George's books have earned several national awards and honors. The National Science Teachers Association selected three of George's books (Beaver at Long Pond, Fishing at Long Pond (out of print), and Box Turtle at Long Pond) as Outstanding Science Trade Books for Children. The American Booksellers Association selected Fishing at Long Pong for their Pick of the Lists.

George has also received recognition for her books and illustrations from several Pennsylvania organizations. Pennsylvania's One Book, Every Young Child Project selected Inside Mouse, Outside Mouse to launch an early reading initiative in 2006. This book also received selection in the "Baker's Dozen Best Book for Family Literacy" from the Pennsylvania Center for the Book in 2004. In 1990, the Pennsylvania Library Association awarded George their Carolyn Field Award. She received the Free Library of Philadelphia – Drexel University Children's Literature Citation in 2006.

==Family==

Lindsay George married William Trimpi George in 1984. They have two children named William and Cammy.
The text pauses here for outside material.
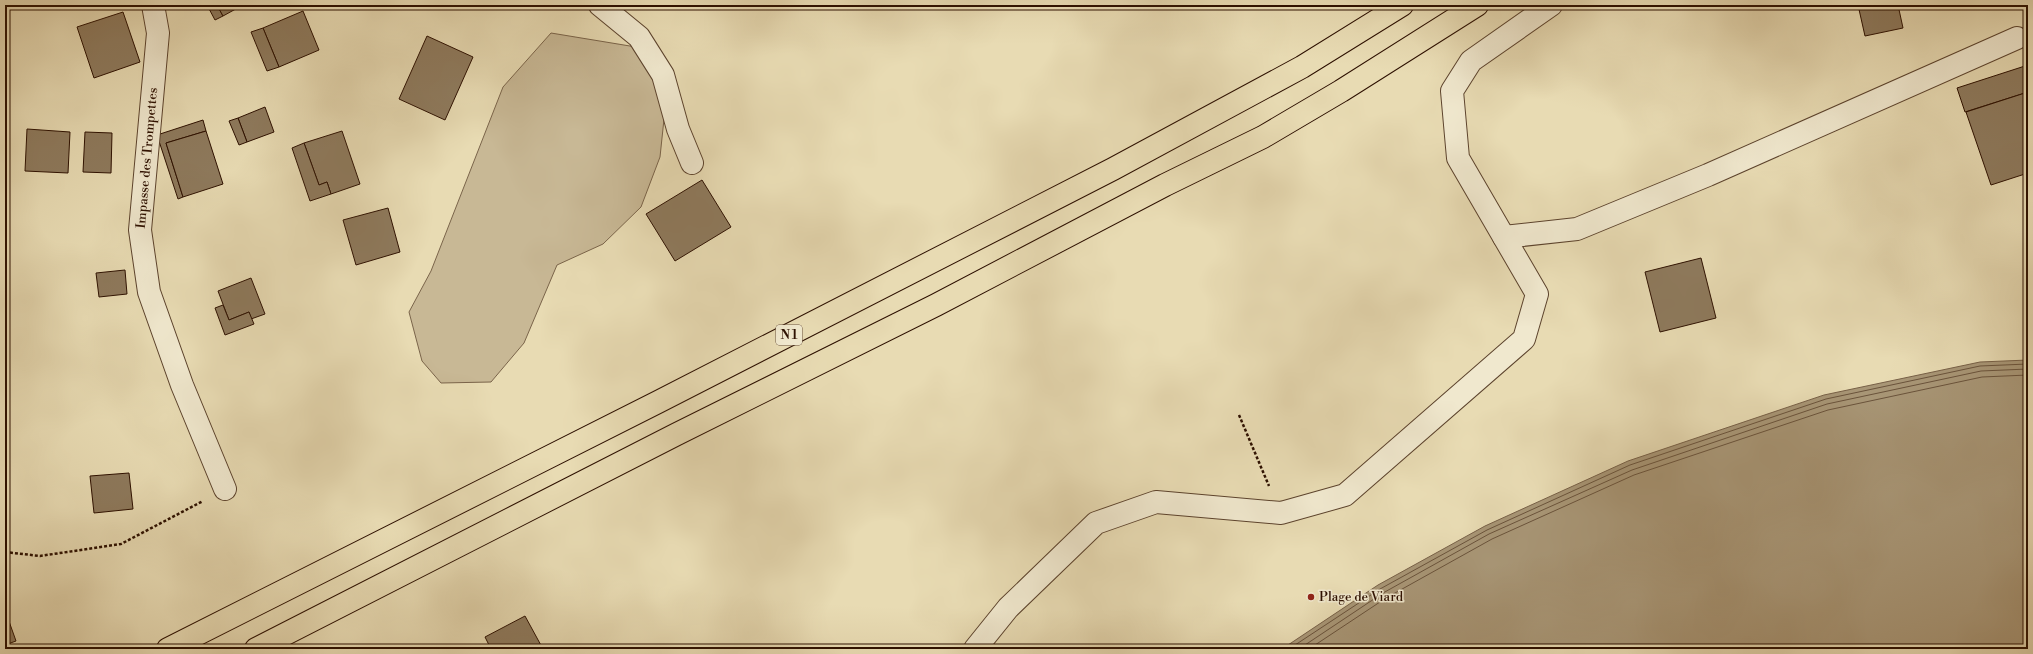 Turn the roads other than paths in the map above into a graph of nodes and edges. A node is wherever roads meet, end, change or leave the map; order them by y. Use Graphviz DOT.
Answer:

William T. George died in 1999 and in 2013 Lindsay married journalist Thane Peterson.

==Works==

William and Boomer (1987) (out of print)

Around the Pond: Who's Been Here? (1996)

In the Woods: Who's Been Here? (1998)

Around the World: Who's Been Here? (1999)

In the Snow: Who's Been Here? (1999)

My Bunny and Me (2001)

Inside Mouse, Outside Mouse (2004)

The Secret (2005)

In the Garden: Who's Been Here? (2006)

Alfred Digs (2008)

Maggie's Ball (2010)

That Pup! (2011) (out of print)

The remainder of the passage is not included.